Punkzilla by Adam Rapp


Rapp, A. (2009). Punkzilla. Candlewick Press: Massachusetts.

This book is presented as a series of letters from Jamie, aka Punkzilla, to his older brother, Peter, who is dying of AIDS. While most of the letters are from Jamie, there are others that are dated a year before when Jamie has not yet gone AWOL from military school. The letters are an account of Jamie’s journey as he travels to see Peter before he dies. During his journey he meets many colorful and interesting characters, one of which is Lewis who is transgender. Jamie states that he is mistaken for a girl many times. This encounter could be representative of one of the many issues teens struggle with; their sexuality.
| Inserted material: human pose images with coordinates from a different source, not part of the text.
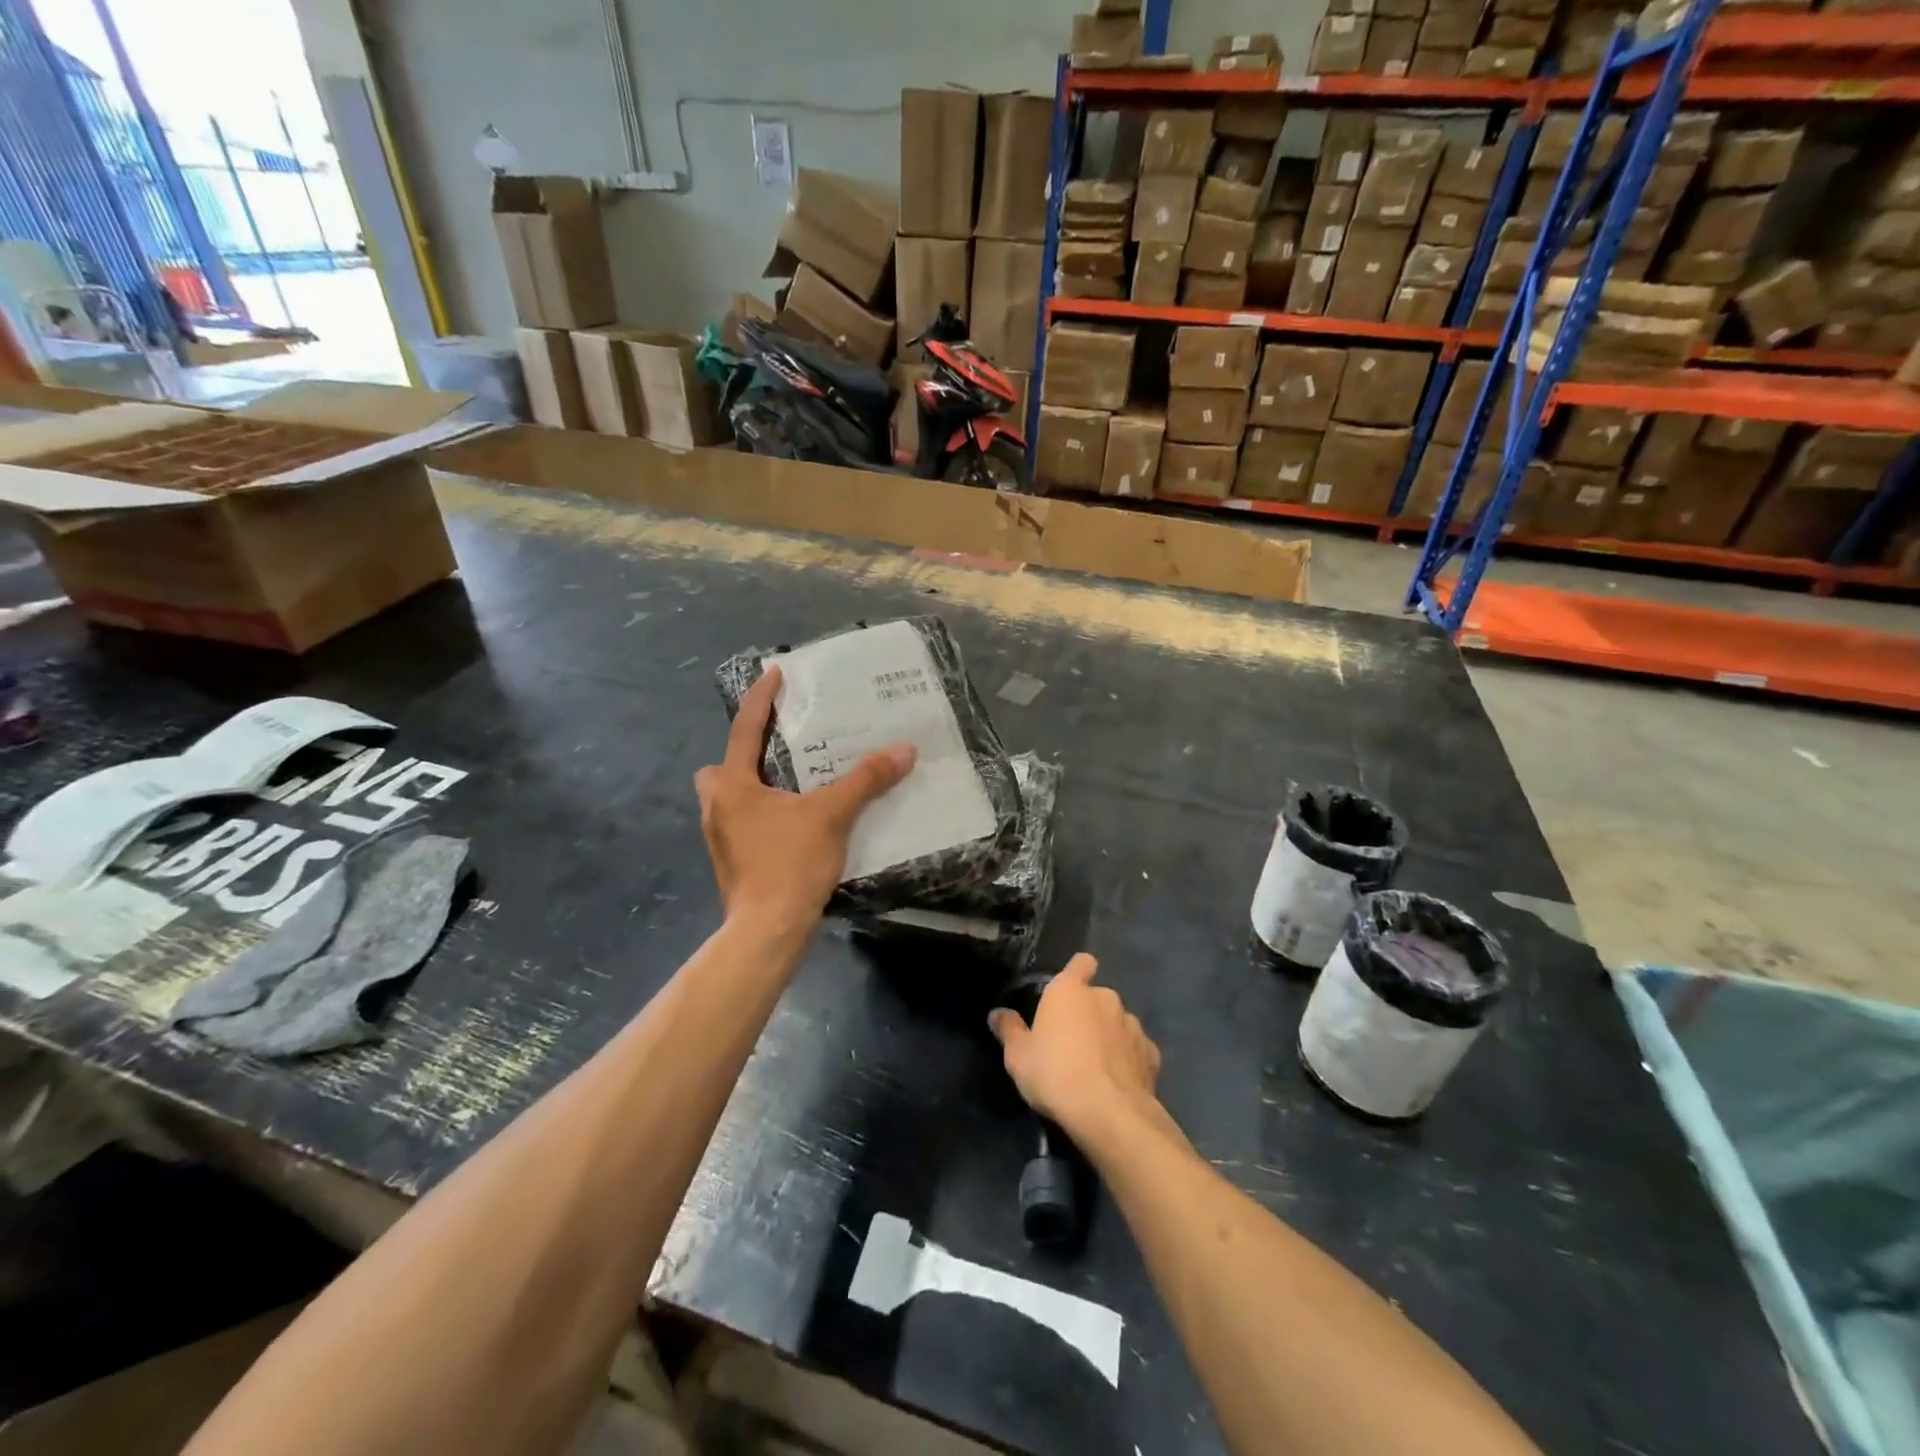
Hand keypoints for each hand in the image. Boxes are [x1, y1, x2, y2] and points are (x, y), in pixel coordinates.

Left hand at [696, 666, 914, 928]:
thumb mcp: (832, 816)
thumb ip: (866, 781)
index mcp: (732, 786)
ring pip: (730, 798)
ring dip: (753, 788)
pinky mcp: (731, 862)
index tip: (774, 673)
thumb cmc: (790, 864)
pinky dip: (762, 815)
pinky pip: (742, 823)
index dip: (761, 698)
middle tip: (778, 752)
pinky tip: (793, 824)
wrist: (767, 931)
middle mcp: (717, 806)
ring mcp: (719, 838)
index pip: (745, 729)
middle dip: (743, 756)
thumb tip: (903, 750)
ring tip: (793, 787)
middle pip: (721, 767)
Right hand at [988, 954, 1161, 1137]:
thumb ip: (1009, 1030)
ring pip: (1118, 1022)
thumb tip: (997, 1014)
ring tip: (1096, 1066)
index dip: (1077, 972)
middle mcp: (1105, 998)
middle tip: (1072, 1042)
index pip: (1081, 962)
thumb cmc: (1055, 1074)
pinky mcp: (1151, 1053)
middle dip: (1089, 1013)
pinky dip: (1128, 1060)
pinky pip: (1136, 1049)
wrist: (1109, 1113)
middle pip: (1097, 997)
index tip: (1069, 990)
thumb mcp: (1018, 1057)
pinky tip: (1118, 1082)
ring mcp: (1132, 1024)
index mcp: (1070, 990)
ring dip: (1109, 1036)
This book contains graphic sex scenes including pedophilia, homosexual sex, and heterosexual sex. It also references drugs. As I looked at the dates of the letters, I could determine that Jamie went AWOL right after his domineering father came for a visit. Another relevant teen issue, that of parents. All these conflicts that Jamie deals with are the same for the teens reading the novel. This is a book for the mature teen reader. Jamie has plenty to say in his diary-like readings and teens will easily relate. My favorite character was Sam who Jamie described as a nice kid, he shared food with Jamie and his mom offers Jamie a place to stay. This brought tears to the eyes of Jamie, then he steals Sam’s backpack and hid behind a dumpster.